Continual learning using lattice-free MMI for speech recognition
- URL: http://arxiv.org/abs/2110.07055v1
- Date: Wed, 13 Oct 2021 22:11:11 GMT
- Title: Continual learning using lattice-free MMI for speech recognition
- Authors: Hossein Hadian and Arseniy Gorin
- Abstract summary: Continual learning (CL) or domain expansion is a popular topic for automatic speech recognition (ASR) acoustic modeling.
Regularization-based CL for neural network acoustic models trained with the lattice-free maximum mutual information (LF-MMI) criterion is proposed.
We show that a sequence-level LWF can improve the best average word error rate across all domains by up to 9.4% relative compared with using regular LWF.

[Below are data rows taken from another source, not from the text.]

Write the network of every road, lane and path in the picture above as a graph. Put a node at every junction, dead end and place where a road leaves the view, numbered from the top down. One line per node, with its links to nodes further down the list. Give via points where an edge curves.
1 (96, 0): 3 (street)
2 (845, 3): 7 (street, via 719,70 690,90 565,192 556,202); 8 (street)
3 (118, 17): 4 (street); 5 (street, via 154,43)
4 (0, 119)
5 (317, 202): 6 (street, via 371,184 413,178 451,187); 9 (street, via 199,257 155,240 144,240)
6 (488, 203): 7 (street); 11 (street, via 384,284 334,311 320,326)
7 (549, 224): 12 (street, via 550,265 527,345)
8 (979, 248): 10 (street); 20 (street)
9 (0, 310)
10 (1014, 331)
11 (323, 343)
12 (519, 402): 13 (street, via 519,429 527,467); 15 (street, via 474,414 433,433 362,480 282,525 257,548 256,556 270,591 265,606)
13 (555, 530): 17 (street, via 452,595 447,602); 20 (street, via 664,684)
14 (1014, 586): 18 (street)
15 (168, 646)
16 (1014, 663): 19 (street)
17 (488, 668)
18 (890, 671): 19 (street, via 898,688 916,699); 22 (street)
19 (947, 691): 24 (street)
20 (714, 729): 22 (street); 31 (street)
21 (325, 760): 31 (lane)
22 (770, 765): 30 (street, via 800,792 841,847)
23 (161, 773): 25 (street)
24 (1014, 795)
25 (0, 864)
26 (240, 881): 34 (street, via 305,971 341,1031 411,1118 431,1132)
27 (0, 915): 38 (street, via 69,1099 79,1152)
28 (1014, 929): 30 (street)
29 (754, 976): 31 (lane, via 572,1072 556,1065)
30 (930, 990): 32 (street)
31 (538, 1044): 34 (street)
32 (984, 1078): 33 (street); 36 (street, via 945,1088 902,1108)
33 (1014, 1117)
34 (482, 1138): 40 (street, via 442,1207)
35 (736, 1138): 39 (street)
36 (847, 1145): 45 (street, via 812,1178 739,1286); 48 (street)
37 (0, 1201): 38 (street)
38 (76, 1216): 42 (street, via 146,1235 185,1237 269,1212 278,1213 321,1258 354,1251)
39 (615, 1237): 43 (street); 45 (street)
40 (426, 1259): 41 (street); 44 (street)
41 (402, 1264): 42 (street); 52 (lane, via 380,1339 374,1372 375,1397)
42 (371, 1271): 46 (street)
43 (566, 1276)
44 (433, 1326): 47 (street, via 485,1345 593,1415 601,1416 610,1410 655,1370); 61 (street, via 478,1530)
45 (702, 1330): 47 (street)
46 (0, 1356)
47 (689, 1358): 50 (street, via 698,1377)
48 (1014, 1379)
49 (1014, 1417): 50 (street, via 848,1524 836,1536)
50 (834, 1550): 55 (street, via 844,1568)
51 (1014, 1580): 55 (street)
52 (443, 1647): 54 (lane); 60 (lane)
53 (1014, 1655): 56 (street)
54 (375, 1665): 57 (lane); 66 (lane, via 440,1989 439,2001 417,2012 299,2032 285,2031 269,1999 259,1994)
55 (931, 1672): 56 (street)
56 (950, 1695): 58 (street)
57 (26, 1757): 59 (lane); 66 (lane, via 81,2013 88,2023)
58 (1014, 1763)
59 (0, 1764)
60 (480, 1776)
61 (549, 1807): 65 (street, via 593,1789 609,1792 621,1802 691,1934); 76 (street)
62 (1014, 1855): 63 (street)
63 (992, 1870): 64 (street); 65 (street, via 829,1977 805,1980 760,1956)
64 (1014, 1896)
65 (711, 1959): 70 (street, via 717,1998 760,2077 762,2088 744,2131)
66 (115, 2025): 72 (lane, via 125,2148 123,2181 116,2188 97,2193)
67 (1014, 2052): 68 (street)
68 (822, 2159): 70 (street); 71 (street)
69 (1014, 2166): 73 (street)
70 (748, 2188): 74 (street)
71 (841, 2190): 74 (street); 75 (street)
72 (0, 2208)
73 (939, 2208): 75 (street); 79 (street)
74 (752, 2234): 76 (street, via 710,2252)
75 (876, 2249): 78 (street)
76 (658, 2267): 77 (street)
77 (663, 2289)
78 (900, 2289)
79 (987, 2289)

- Score: 6.802401545890963
- License: http://creativecommons.org/licenses/by/4.0/
- Abstract: Continual learning (CL), or domain expansion, recently became a popular topic
for automatic speech recognition (ASR) acoustic modeling because practical
systems have to be updated frequently in order to work robustly on types of
speech not observed during initial training. While sequential adaptation allows
tuning a system to a new domain, it may result in performance degradation on
the old domains due to catastrophic forgetting. In this work we explore
regularization-based CL for neural network acoustic models trained with the
lattice-free maximum mutual information (LF-MMI) criterion. We simulate domain
expansion by incrementally adapting the acoustic model on different public
datasets that include several accents and speaking styles. We investigate two
well-known CL techniques, elastic weight consolidation (EWC) and learning
without forgetting (LWF), which aim to reduce forgetting by preserving model
weights or network outputs. We additionally introduce a sequence-level LWF
regularization, which exploits posteriors from the denominator graph of LF-MMI
to further reduce forgetting. Empirical results show that the proposed
sequence-level LWF can improve the best average word error rate across all
domains by up to 9.4% relative compared with using regular LWF.